Odysseus Statue in Vathy Harbour, Ithaca |
I
have seen Knossos where King Minos built the underground labyrinth for
the dreaded Minotaur, I’ve been to Thermopylae where the 300 Spartans made
their last stand, walked within the Cyclopean walls of Tiryns, stood at the
Lion’s Gate of Mycenae and combined my love of Greek history with motorcycling
around this great country.
My most recent trip to Greece
was to rent a motorcycle and ride solo for two weeks… as I’ve done several
times. The Greek weather and the history of Greece keep bringing me back. But
my last trip in May of this year was for an added reason…to find Odysseus. I
mean to literally find the island of his home. The real Ithaca.
Ithaca 1976 |
Ithaca Storm |
My trip to Ithaca in May of this
year was going to be different because I was seeking Odysseus’ home on a different island. I would be traveling
to Kefalonia. It is another of the Ionian Islands which lies closest to Ithaca,
less than an hour away by ferry.
Robert Bittlestone, an English
writer had authored a book called Odysseus
Unbound: The Search for Homer’s Ithaca which shook my world. Using Homer as
his guide, he proposed something which amounted to a revelation to me. Kefalonia
was the real home of Odysseus! My search for Odysseus’ kingdom had been on the
wrong island in my past journeys.
Homer was a blind poet who lived
3,000 years ago or so and wrote the greatest tales of our time, The IIiad and The Odyssey. These stories were full of names of people and places
from a mysterious lost age and the gods who lived and walked among them. He
named kings and ancient legendary cities that had been lost to the mists of
time. Mycenae, Tiryns, Troy…these were mythological places that no more existed
than Tolkien’s fictional cities of Mordor, Gondor, Moria. However,
archaeologists rediscovered these lost cities and they did so by using Homer’s
descriptions. It shocked people that these legendary places actually existed.
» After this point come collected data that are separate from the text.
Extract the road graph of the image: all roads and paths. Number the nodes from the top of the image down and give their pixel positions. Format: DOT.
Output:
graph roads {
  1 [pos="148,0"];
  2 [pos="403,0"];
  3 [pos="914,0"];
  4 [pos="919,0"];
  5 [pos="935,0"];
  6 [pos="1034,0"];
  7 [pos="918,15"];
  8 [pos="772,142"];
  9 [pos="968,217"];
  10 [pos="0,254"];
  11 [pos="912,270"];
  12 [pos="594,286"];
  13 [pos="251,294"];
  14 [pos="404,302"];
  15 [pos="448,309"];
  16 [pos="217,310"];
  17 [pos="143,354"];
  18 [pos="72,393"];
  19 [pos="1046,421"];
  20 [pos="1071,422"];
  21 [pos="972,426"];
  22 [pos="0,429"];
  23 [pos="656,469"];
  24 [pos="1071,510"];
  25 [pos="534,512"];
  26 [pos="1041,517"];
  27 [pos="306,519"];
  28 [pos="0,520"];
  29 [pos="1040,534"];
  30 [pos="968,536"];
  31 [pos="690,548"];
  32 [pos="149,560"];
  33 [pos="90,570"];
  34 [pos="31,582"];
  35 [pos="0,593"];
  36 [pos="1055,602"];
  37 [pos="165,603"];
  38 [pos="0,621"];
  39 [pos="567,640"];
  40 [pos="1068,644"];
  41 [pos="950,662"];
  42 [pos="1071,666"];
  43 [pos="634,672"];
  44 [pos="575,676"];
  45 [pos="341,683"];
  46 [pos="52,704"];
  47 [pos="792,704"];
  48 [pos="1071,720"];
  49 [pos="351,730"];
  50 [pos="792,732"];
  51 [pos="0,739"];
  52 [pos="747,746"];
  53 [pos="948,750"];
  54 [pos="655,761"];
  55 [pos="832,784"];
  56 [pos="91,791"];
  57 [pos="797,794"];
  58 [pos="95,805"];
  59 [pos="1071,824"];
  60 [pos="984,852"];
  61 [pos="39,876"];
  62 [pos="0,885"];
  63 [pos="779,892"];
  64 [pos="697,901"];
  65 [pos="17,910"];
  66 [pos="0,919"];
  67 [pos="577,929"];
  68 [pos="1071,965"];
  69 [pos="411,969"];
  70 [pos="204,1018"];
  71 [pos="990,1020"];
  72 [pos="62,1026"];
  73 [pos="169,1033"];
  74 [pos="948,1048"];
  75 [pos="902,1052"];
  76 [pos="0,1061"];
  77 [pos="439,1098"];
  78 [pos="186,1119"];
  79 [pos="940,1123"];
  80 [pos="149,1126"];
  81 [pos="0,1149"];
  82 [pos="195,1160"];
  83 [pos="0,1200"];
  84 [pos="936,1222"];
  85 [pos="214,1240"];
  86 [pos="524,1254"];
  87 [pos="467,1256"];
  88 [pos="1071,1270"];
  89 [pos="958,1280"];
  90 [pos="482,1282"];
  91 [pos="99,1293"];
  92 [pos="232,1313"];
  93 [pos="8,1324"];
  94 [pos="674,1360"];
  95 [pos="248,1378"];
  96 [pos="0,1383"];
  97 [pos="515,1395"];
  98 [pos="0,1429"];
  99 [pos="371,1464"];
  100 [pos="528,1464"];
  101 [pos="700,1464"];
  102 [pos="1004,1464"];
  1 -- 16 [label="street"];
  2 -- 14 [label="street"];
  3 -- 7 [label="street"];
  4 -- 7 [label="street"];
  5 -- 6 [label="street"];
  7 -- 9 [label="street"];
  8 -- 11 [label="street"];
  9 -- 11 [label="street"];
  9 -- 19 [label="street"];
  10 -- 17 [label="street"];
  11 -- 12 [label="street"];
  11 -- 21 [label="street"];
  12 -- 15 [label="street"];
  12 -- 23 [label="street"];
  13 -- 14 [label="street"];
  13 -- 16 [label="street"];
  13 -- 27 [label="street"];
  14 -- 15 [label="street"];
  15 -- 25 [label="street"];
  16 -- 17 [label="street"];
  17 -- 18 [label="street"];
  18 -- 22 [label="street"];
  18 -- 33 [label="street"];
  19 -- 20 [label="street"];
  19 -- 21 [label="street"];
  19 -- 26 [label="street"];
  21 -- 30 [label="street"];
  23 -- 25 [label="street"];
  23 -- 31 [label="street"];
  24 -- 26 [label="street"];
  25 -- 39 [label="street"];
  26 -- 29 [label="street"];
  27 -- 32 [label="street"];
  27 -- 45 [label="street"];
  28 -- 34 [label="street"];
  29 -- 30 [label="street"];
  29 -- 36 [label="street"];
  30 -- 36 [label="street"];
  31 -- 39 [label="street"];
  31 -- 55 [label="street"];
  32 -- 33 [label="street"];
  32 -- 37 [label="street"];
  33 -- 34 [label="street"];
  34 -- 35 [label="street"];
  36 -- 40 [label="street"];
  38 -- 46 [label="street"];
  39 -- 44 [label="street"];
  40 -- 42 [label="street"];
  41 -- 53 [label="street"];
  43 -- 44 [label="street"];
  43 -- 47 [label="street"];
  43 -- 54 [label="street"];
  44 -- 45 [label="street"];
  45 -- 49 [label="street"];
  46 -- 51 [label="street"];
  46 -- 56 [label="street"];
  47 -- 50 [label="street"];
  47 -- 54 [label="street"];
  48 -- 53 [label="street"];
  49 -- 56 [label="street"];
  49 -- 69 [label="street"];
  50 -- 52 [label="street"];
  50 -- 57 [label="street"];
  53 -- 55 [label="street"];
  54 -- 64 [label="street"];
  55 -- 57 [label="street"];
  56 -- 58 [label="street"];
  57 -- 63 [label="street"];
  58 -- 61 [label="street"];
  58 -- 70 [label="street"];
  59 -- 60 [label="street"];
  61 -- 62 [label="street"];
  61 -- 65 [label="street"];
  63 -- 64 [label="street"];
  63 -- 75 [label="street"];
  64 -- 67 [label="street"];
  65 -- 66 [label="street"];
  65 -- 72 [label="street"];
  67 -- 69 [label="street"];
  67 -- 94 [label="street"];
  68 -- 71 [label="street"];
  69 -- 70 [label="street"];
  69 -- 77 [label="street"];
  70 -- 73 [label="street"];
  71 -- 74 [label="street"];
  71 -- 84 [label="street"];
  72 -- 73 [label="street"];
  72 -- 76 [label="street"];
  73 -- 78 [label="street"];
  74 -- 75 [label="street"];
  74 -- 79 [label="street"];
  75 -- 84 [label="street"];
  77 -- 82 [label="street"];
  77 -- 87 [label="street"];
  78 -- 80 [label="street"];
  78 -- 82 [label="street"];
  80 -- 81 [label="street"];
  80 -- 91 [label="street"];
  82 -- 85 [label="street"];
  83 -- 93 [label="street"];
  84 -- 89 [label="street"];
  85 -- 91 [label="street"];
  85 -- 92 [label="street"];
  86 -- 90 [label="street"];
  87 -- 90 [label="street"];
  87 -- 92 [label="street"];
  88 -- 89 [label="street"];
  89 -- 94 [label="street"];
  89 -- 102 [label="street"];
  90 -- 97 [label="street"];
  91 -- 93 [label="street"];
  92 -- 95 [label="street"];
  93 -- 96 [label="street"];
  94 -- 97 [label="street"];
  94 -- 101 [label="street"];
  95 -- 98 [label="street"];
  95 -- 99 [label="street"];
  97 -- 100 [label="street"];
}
Odysseus’ return home from the
Trojan War took ten years. In Homer’s The
Odyssey, he describes his home in this way:
Around
her a ring of islands circle side-by-side,
Doulichion,
Same, wooded Zachynthos too, but mine
lies
low and away, the farthest out to sea,
rearing
into the western dusk
while
the others face the east and breaking day.
As Bittlestone noted, present
day Ithaca lies to the east of this
little grouping of islands so it is not farthest
out to sea. Kefalonia is furthest west. He studied the terrain of Kefalonia
and saw that it was basically in two parts which were joined by an ithsmus.
This western section of Kefalonia, called Paliki, was the original Ithaca according to Dr. Bittlestone. The convincing facts
as he lays them out show that this is the only location for Ithaca that makes
any sense when you consider Homer’s description of the island. Robert
Bittlestone had become my hero and Odysseus
Unbound my roadmap.
Paliki in background |
Petani Beach, Paliki |
The weather was excellent during
my stay on Kefalonia and the ocean was crystal clear and calm. I savoured the
feeling of floating in the salty water under that startlingly blue sky, knowing I’d
finally done it. I had found Odysseus. It was almost like the gods welcomed me
there, that this third trip to the real Ithaca was the charm.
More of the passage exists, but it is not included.